A primary goal for computation graphs is to visually demonstrate why a nondeterministic machine rejects a given word. They are equally useful in visually explaining why a nondeterministic machine accepts a given word. Given that, more often than not, students find computation graphs based on configurations confusing, a different representation is used in FSM. In an FSM computation graph, nodes represent states and edges represent transitions used by any possible computation that entirely consumes the given word. To guarantee that every possible computation entirely consumes the given word, if necessary, transitions to a fresh dead state are added. In an FSM computation graph, there are no repeated states. If a computation ends in a final state then we have visual proof that the word is accepted. If no computation ends in a final state then we have visual proof that the word is rejected.

There are two immediate concerns that arise with this approach. The first is that there must exist a way to distinguish states that are only traversed on all computations from states reached at the end of any computation. In an FSM computation graph, this is achieved by using color. States in which any computation ends are highlighted in crimson and all other nodes are black. Observe that a state highlighted in crimson may also be an intermediate state is some computations.

The second is how to represent a computation that does not entirely consume the given word. A nondeterministic machine, unlike a deterministic machine, may reach a non-accepting configuration in which no transition rules apply. By definition, the machine halts and rejects. This makes computation graphs difficult to read, because a state may be highlighted in crimson both if the input is or is not completely consumed. To eliminate this potential pitfall, when no transitions apply, a transition consuming the next word element to a fresh non-accepting dead state is added. In the dead state, the remaining input is consumed. In this manner, all computations end in a state in which all the input is consumed. A student may easily conclude that the input word is not in the machine’s language because it is completely consumed and rejected by all computations.

A nice characteristic of DFAs and NDFAs is that they decide a language. That is, they always accept or reject the given word. This means that a computation graph can always be constructed because every possible computation is guaranteed to end. This holds in FSM even when there are loops only involving $\epsilon$-transitions, because FSM’s implementation of nondeterminism does not explore the same configuration more than once.

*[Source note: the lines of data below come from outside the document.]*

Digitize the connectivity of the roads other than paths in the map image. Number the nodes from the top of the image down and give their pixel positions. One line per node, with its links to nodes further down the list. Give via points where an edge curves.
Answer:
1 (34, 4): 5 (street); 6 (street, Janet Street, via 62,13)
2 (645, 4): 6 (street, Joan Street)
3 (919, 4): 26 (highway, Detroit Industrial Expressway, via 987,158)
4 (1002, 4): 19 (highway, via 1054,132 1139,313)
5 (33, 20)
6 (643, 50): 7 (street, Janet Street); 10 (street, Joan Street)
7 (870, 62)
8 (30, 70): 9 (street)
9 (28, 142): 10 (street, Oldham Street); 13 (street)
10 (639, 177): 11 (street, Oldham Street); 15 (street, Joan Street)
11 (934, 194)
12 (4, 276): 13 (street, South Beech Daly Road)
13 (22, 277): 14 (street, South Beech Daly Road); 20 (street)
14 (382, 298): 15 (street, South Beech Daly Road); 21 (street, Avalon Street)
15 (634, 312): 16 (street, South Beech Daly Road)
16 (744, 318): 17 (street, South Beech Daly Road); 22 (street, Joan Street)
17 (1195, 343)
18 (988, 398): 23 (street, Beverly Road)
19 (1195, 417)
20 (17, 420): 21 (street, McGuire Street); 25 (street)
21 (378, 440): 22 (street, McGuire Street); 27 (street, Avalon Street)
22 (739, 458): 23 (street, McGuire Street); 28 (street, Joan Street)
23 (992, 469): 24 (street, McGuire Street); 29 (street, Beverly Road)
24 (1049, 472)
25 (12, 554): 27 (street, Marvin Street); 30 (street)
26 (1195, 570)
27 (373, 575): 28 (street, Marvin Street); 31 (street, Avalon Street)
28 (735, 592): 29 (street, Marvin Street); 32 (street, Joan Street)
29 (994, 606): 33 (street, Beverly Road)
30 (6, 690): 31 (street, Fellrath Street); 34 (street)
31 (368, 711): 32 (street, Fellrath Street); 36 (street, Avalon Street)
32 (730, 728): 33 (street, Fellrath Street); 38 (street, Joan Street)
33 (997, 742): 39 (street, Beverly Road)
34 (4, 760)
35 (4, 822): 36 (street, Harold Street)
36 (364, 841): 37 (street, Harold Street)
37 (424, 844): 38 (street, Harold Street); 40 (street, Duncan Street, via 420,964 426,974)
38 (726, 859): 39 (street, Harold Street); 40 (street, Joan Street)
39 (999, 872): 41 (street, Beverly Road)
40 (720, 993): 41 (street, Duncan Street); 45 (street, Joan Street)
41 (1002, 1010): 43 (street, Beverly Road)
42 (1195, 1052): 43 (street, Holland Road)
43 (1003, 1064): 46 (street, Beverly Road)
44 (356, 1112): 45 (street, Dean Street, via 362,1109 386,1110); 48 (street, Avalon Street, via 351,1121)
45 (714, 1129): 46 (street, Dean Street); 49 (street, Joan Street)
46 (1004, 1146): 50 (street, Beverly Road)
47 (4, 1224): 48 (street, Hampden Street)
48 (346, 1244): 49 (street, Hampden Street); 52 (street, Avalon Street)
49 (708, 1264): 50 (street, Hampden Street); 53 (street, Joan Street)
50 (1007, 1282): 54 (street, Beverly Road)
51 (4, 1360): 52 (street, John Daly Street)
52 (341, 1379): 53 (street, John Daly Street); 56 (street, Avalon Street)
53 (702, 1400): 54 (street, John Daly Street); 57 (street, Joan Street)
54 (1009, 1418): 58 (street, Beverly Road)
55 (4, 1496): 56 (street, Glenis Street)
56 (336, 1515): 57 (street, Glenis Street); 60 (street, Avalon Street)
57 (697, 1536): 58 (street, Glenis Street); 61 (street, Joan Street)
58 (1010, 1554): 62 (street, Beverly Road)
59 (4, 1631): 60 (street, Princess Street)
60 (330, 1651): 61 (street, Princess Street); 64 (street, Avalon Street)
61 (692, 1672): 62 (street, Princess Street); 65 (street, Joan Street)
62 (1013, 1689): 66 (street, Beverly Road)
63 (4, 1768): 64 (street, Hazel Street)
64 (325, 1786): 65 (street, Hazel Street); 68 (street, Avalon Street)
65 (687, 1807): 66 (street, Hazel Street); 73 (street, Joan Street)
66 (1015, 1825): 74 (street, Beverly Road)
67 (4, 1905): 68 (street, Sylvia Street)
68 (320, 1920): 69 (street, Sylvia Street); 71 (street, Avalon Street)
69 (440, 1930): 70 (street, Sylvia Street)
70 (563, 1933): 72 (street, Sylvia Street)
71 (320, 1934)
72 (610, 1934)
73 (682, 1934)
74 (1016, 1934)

This article presents a novel graphical approach to help students understand why nondeterministic finite-state automata reject a given word. The approach is integrated into FSM–a domain-specific language that allows programmers to easily build and execute such machines. Unlike previous approaches, that focus on tracing machine configurations, the work presented here builds on the transition diagram of a given machine. The nodes in an FSM computation graph represent states traversed by any computation and the edges represent the transitions used in any computation. Computation graphs are purposely built with a fresh dead state, if needed, so that all computations may consume all their input. States reached that satisfy this criteria, in any possible computation, are highlighted in crimson to indicate where at least one computation ends. The result is the generation of computation graphs that summarize what happens on all computations. They allow students to easily determine if any crimson states are final states. If none are, then they can see that the machine rejects because no computation ends in an accepting configuration. In addition, students easily associate a computation graph with a machine’s state transition diagram and can easily determine transitions used and states traversed during any computation. Finally, computations for accepted words only contain states and transitions traversed to reach an accepting configuration.

Future work includes the generation of computation graphs for pushdown automata and for Turing machines that decide and semidecide a language. Generation of such graphs requires care, because the length of a computation may be infinite. This means that in some cases it may only be possible to approximate a computation graph.